PROTENC_END_WRAPPER;

Now we can create an instance of our wrapper with any of the starting states:

HTTPConnection connection =
  HTTPConnectionBuilderWrapper<HTTPBuilderState::Start>{}
      .add_header("Never")
      .add_header("Gonna")
      .add_body("Give you up")
      .build();

The full code of this example is in example/http_connection.cc.

What can this library be used for?

Any protocol that can be represented by a FSM can be encoded using this library. This provides compile-time guarantee that the code respects the protocol.

This is a step towards formal verification of code, while being more lightweight and easy to integrate into existing codebases.

The definition of the wrapper could be outsourced to a code generator that checks some properties on the FSM, or simply takes an existing protocol specification and turn the FSM into a wrapper.

But how does it work?

Oh, you want to get into the details? TL;DR: lots of template magic :)

The wrapper object

The wrapper object is templated by the enum representing the states. The value of the template parameter is the state in which the wrapper is. Every transition method (including the final transition methods) consume the object (taking it by r-value reference), and return a new wrapper in the new state. The underlying object is never copied (provided it has a good move constructor).
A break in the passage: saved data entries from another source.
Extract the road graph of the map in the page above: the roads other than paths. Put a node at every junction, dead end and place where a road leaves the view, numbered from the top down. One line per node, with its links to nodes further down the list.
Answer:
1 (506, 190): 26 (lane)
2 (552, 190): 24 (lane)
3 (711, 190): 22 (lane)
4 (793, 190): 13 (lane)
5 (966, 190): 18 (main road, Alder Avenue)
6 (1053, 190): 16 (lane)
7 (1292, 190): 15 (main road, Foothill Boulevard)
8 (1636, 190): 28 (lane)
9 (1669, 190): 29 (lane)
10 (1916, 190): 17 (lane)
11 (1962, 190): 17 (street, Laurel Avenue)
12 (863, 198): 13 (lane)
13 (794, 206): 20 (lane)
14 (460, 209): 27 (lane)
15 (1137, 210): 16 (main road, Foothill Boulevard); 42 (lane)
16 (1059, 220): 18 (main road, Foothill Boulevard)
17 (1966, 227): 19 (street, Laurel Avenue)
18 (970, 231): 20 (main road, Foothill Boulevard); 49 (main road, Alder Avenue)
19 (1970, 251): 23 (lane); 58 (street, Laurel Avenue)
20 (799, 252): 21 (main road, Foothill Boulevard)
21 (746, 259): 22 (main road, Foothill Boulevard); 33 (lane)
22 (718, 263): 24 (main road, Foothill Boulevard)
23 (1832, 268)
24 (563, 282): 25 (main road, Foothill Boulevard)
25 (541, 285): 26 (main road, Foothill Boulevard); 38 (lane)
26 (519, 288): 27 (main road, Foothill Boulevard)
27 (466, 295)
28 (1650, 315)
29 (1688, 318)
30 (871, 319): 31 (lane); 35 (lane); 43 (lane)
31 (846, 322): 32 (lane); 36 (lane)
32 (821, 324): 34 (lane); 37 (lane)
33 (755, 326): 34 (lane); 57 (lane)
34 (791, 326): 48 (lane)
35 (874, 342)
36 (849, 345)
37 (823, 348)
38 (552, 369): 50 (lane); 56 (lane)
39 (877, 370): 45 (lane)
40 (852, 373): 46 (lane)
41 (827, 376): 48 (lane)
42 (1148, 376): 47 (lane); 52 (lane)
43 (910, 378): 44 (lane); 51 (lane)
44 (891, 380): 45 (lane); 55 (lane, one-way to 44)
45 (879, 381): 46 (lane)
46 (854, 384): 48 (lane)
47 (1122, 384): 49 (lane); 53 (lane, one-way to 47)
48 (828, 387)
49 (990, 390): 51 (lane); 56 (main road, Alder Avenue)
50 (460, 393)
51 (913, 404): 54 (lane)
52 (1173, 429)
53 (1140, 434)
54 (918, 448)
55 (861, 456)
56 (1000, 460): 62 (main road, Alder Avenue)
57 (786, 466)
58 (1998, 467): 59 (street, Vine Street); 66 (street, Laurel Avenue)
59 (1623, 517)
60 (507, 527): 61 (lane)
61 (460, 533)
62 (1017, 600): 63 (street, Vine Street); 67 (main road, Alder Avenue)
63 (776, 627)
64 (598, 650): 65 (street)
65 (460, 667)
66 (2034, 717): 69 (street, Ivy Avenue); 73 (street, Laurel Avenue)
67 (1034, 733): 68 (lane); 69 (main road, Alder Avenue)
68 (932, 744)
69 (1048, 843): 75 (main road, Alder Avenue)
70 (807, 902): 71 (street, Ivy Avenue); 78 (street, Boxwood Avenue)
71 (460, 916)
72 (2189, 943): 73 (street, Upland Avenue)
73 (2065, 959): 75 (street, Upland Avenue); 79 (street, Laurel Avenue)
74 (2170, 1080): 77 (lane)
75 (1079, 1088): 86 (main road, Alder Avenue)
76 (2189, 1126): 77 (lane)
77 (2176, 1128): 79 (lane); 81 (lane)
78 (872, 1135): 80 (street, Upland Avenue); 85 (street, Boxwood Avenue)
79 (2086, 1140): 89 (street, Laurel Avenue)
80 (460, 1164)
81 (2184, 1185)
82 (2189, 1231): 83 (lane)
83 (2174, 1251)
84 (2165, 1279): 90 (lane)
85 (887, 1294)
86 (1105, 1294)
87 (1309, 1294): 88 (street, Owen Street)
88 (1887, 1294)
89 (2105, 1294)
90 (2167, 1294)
The wrapper mainly just forwards the calls (declared by DECLARE_TRANSITION and friends) to the GenericWrapper.

The GenericWrapper object

GenericWrapper does the heavy lifting:

  • It contains an instance of the wrapped class (by value, there is no indirection).
  • It is templated by all the parameters describing the FSM: initial states, transitions and so on.
  • It has a call_transition method (and friends) that takes a function pointer, checks that it's a valid transition, and returns the new state.
  • It has a bunch of checks to make sure that we have "pretty" error messages for common errors (not using the correct types to define the FSM, not consuming the object for a final transition, etc).

call_transition

call_transition is called with a pointer to the function you want to call (and arguments). It has a static_assert that will go over the list of transitions, looking for one that starts from the current state, and has the function pointer as label. If the transition is not found, it's a compile error. If the transition is found, we can extract from it the target state. We then call the function on the wrapped object, and return a new wrapper (constructed by moving the current wrapper) in the new state.

The other functions (call_final_transition, call_valid_query) work in a similar fashion, deducing the return type from the function pointer and the arguments.

The GenericWrapper constructor checks that it was built with one of the initial states (with a static_assert).

The nitty-gritty of the magic

If you want to get into the template details, I invite you to have a look at the code itself.

Caveats

  • It requires C++20. This is mainly due to the auto template parameters. The omitted return types could be fixed with some redundancy (decltype), but dropping the auto template parameters would mean dropping support for enum classes. It could still be acceptable, and regular enums mapped to ints would also work (it would just be slightly less elegant). The code could be adapted to work with C++14 if needed (maybe even C++11, I'm not sure), but it would be more verbose.

Potential improvements

  • We could have more checks.
    • We currently only have basic checks on the template parameters, but we could check that there is no 2 transitions with the same origin and label, or that there are no unreachable states. I feel that this is more the responsability of the user: they need to make sure the FSM is the right one for their protocol.
    • We check the top-level list parameters (Transitions, FinalTransitions, ...) but we could go down and check that the function pointers are from the wrapped class, that the types are Transition/FinalTransition/..., that the states are from the right enum, and so on.
  • Better error messages. When the transition is not found, we have static information about the state and the function pointer, so it should theoretically be possible to craft an error message with more information than "Transition not found".